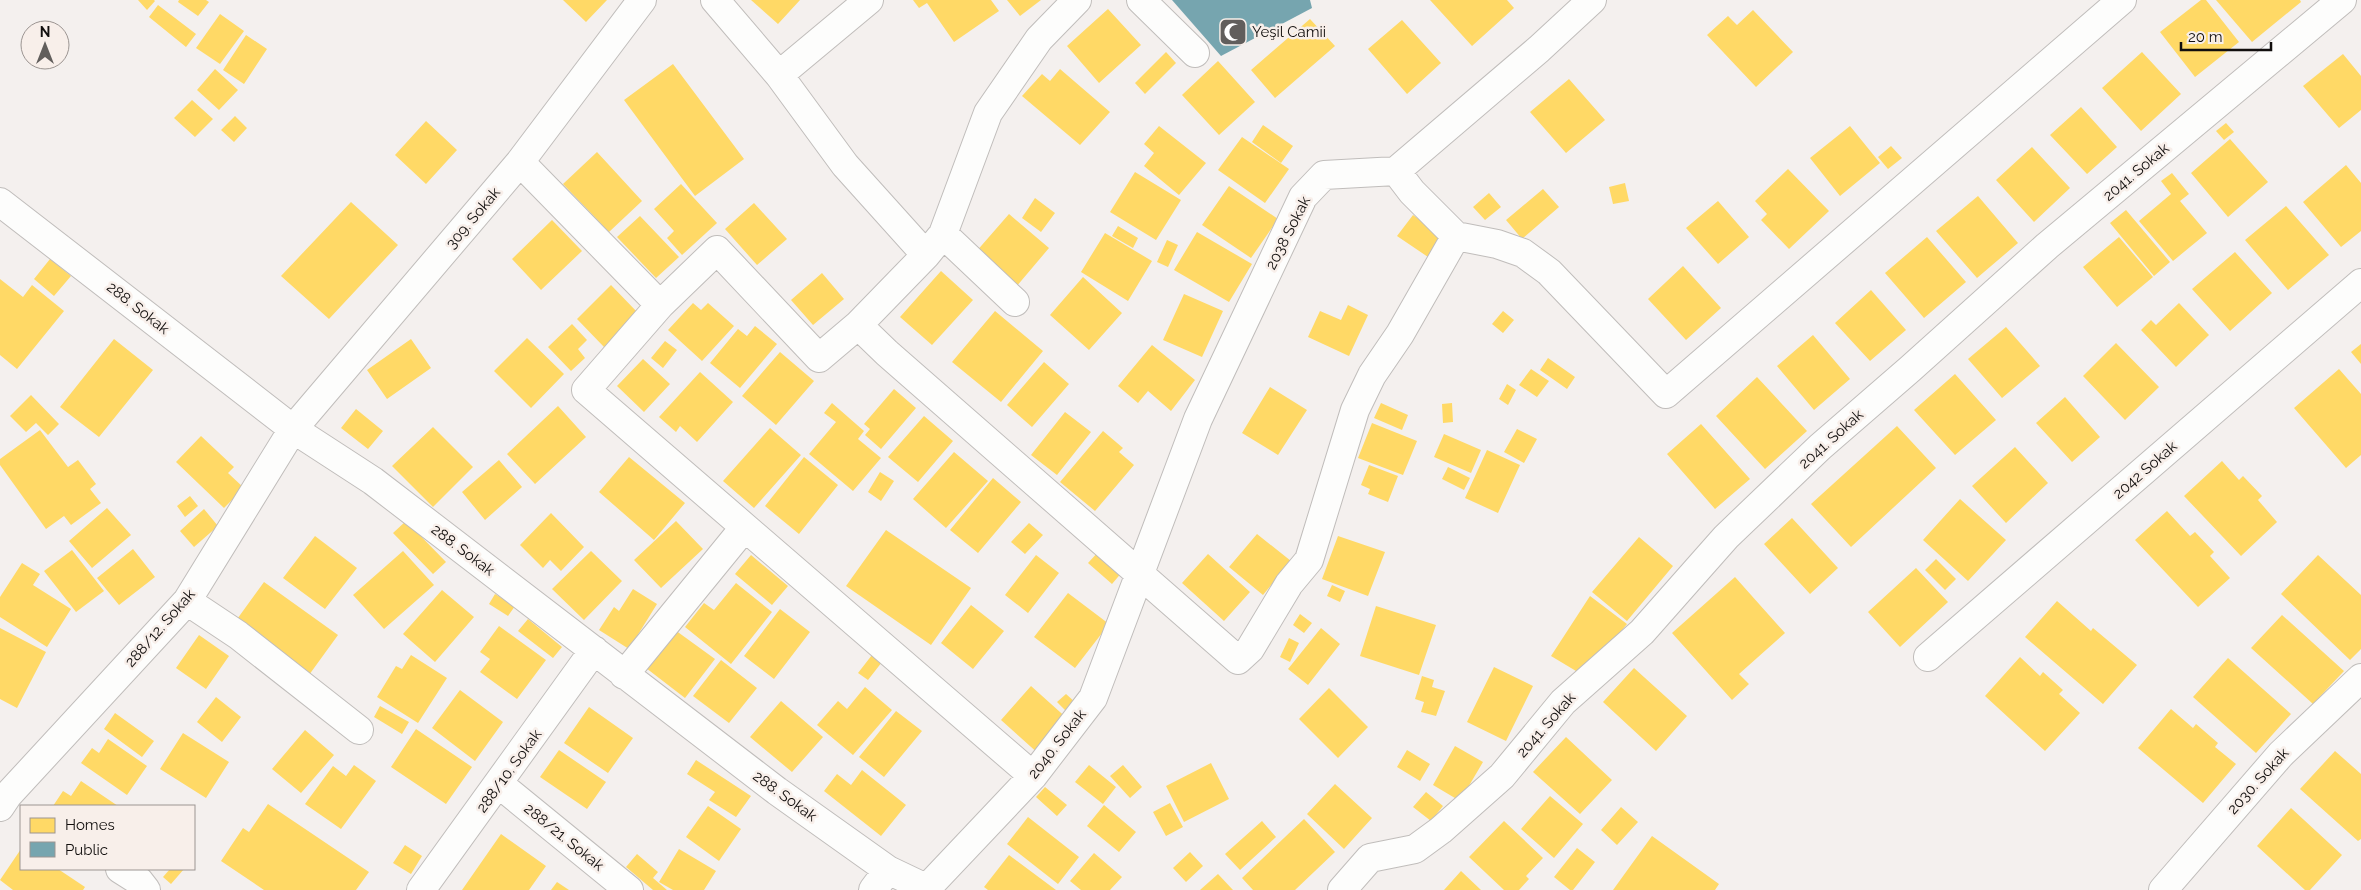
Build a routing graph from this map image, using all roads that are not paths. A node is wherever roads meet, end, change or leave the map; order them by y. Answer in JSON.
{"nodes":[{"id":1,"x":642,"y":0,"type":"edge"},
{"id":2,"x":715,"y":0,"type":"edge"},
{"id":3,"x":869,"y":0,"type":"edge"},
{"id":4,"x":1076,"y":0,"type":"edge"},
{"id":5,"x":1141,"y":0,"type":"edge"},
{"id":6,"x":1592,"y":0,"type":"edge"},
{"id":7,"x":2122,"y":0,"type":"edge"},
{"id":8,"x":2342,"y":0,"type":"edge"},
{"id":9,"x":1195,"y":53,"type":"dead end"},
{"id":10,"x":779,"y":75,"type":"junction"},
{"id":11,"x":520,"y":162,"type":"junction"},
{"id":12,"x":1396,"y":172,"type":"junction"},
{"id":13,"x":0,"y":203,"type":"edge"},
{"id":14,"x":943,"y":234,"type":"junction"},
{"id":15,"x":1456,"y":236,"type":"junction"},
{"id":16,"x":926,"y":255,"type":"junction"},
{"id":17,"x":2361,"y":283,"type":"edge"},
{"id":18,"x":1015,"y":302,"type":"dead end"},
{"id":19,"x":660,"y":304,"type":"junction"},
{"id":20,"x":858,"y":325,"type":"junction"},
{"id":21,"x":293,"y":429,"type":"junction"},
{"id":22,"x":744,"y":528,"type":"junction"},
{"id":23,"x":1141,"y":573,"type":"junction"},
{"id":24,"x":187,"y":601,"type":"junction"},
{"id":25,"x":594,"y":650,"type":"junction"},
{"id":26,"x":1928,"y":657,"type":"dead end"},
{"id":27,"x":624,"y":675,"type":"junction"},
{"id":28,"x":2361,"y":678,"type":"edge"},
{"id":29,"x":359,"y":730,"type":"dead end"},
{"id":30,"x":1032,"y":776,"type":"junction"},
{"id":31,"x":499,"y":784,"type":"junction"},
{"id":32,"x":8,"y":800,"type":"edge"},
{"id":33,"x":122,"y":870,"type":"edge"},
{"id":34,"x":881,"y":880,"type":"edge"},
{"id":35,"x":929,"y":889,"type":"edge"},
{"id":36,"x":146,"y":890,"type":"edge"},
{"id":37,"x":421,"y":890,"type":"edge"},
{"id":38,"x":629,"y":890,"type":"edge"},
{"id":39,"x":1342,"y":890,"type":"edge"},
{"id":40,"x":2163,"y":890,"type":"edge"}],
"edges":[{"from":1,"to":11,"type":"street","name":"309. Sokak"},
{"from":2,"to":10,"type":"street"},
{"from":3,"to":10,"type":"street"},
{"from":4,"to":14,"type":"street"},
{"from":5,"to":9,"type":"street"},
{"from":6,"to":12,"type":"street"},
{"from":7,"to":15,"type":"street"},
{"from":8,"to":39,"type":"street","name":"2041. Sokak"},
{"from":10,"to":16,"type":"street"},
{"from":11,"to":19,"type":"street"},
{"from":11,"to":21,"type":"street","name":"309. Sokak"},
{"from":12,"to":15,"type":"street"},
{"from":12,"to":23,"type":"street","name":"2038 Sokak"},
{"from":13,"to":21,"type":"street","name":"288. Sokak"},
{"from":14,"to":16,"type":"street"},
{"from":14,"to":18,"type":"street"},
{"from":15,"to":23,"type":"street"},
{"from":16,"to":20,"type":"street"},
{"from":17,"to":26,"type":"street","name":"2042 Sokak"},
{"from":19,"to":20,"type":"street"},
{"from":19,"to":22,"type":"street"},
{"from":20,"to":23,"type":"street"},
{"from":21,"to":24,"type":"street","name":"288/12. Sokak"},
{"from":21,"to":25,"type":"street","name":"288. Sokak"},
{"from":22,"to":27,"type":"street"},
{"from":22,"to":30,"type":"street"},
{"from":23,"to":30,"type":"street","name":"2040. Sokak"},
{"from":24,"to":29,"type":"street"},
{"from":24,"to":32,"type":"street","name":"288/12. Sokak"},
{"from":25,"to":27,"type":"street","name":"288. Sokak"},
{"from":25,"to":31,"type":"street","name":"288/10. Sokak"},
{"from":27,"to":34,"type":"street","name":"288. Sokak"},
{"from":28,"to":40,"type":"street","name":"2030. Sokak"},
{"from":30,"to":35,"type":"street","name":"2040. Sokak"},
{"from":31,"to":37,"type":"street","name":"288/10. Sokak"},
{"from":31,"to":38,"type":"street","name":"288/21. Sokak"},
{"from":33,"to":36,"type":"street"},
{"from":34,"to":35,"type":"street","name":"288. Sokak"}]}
+++
• _GOAL OF THE EXERCISE_
For this exercise, gather every line of the data that contains the word "dead".

• _RESPONSE TO THIS EXERCISE_
{"id":9,"x":1195,"y":53,"type":"dead end"},
{"id":18,"x":1015,"y":302,"type":"dead end"},
{"id":26,"x":1928,"y":657,"type":"dead end"},
{"id":29,"x":359,"y":730,"type":"dead end"},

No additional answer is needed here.